Records for the task —

++++++

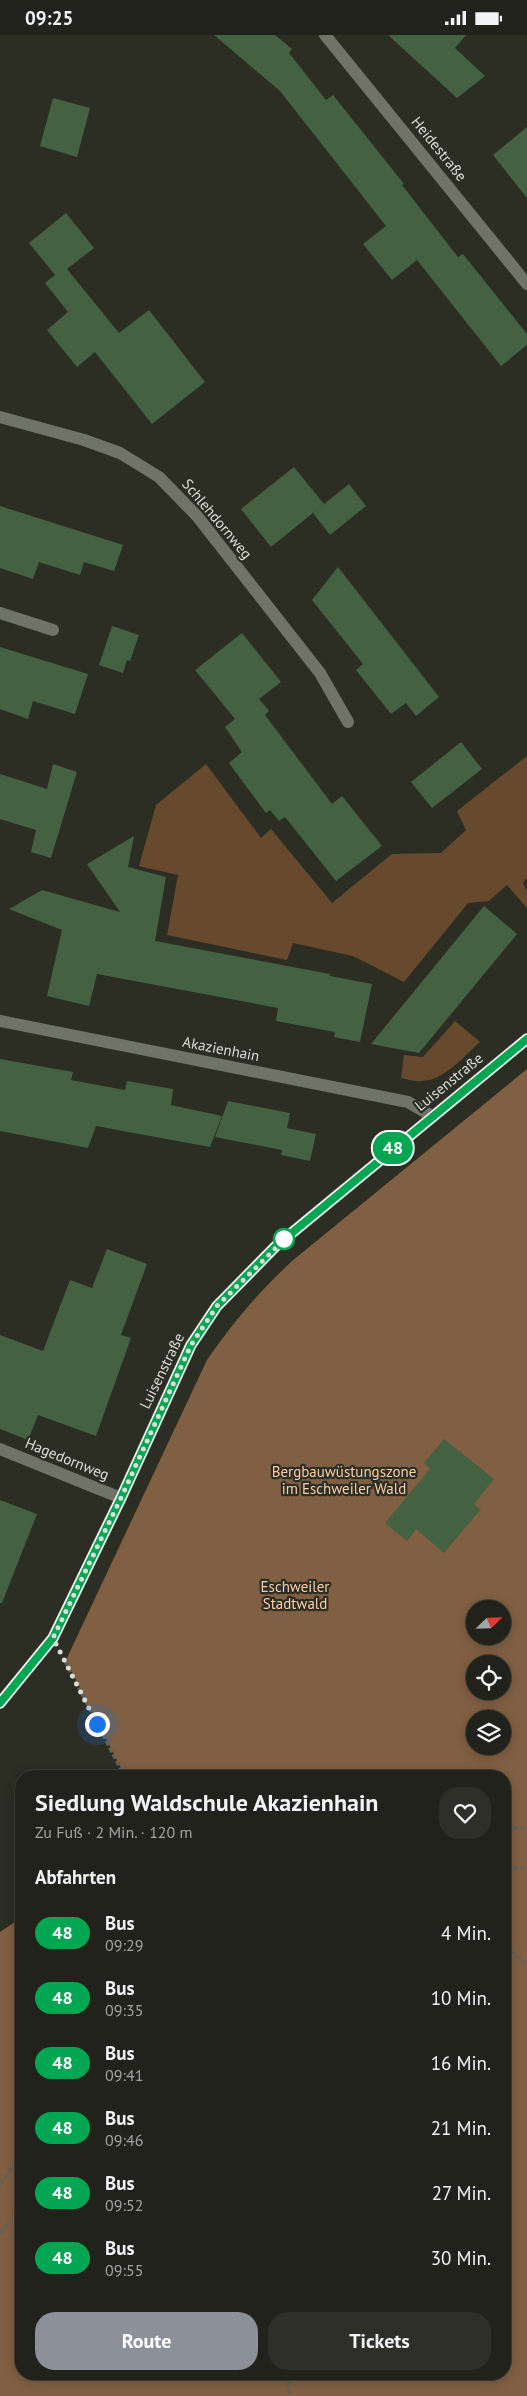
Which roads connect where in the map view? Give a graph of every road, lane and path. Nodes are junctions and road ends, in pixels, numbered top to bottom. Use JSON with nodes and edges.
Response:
{"nodes":[{"id":1,"x":325,"y":35,"type":"edge"},
{"id":2,"x":527,"y":284,"type":"edge"},
{"id":3,"x":0,"y":417,"type":"edge"},
{"id":4,"x":0,"y":613,"type":"edge"},
{"id":5,"x":53,"y":630,"type":"dead end"},
{"id":6,"x":348,"y":722,"type":"dead end"},
{"id":7,"x":0,"y":1021,"type":"edge"},
{"id":8,"x":527,"y":1039,"type":"edge"},
{"id":9,"x":432,"y":1116,"type":"junction"},
{"id":10,"x":0,"y":1449,"type":"edge"},
{"id":11,"x":121,"y":1498,"type":"junction"},
{"id":12,"x":53,"y":1638,"type":"junction"},
{"id":13,"x":0,"y":1703,"type":"edge"},
{"id":14,"x":121,"y":1770,"type":"edge"},
{"id":15,"x":511,"y":1829,"type":"edge"},
{"id":16,"x":527,"y":1829,"type":"edge"},
{"id":17,"x":511,"y":1868,"type":"edge"},
{"id":18,"x":527,"y":1868,"type":"edge"},
{"id":19,"x":511,"y":1951,"type":"edge"},
{"id":20,"x":527,"y":1965,"type":"edge"},
{"id":21,"x":15,"y":2164,"type":"edge"},
{"id":22,"x":0,"y":2184,"type":"edge"},
{"id":23,"x":15,"y":2215,"type":"edge"},
{"id":24,"x":0,"y":2234,"type":"edge"},
{"id":25,"x":288,"y":2380,"type":"edge"},
{"id":26,"x":290,"y":2396,"type":"edge"}],
"edges":[{"from":1,"to":2,"type":"street","name":"Heidestraße"},
{"from":3,"to":6,"type":"street","name":"Schlehdornweg"},
{"from":4,"to":5,"type":"street"},
{"from":7,"to":9,"type":"street","name":"Akazienhain"},
{"from":8,"to":9,"type":"street","name":"Luisenstraße"},
{"from":9,"to":11,"type":"street","name":"Luisenstraße"},
{"from":10,"to":11,"type":"street","name":"Hagedornweg"},
{"from":11,"to":12,"type":"street","name":"Luisenstraße"},
{"from":12,"to":13,"type":"street","name":"Luisenstraße"},
{"from":12,"to":14,"type":"path"},
{"from":15,"to":16,"type":"path"},
{"from":17,"to":18,"type":"path"},
{"from":19,"to":20,"type":"path"},
{"from":21,"to":22,"type":"path"},
{"from":23,"to":24,"type":"path"},
{"from":25,"to":26,"type":"path"}]}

++++++

What to work on — Would you show each line of the material above that contains the string "Luisenstraße"?

Solution to this exercise —
{"from":8,"to":9,"type":"street","name":"Luisenstraße"},
{"from":9,"to":11,"type":"street","name":"Luisenstraße"},
{"from":11,"to":12,"type":"street","name":"Luisenstraße"},
{"from":12,"to":13,"type":"street","name":"Luisenstraße"},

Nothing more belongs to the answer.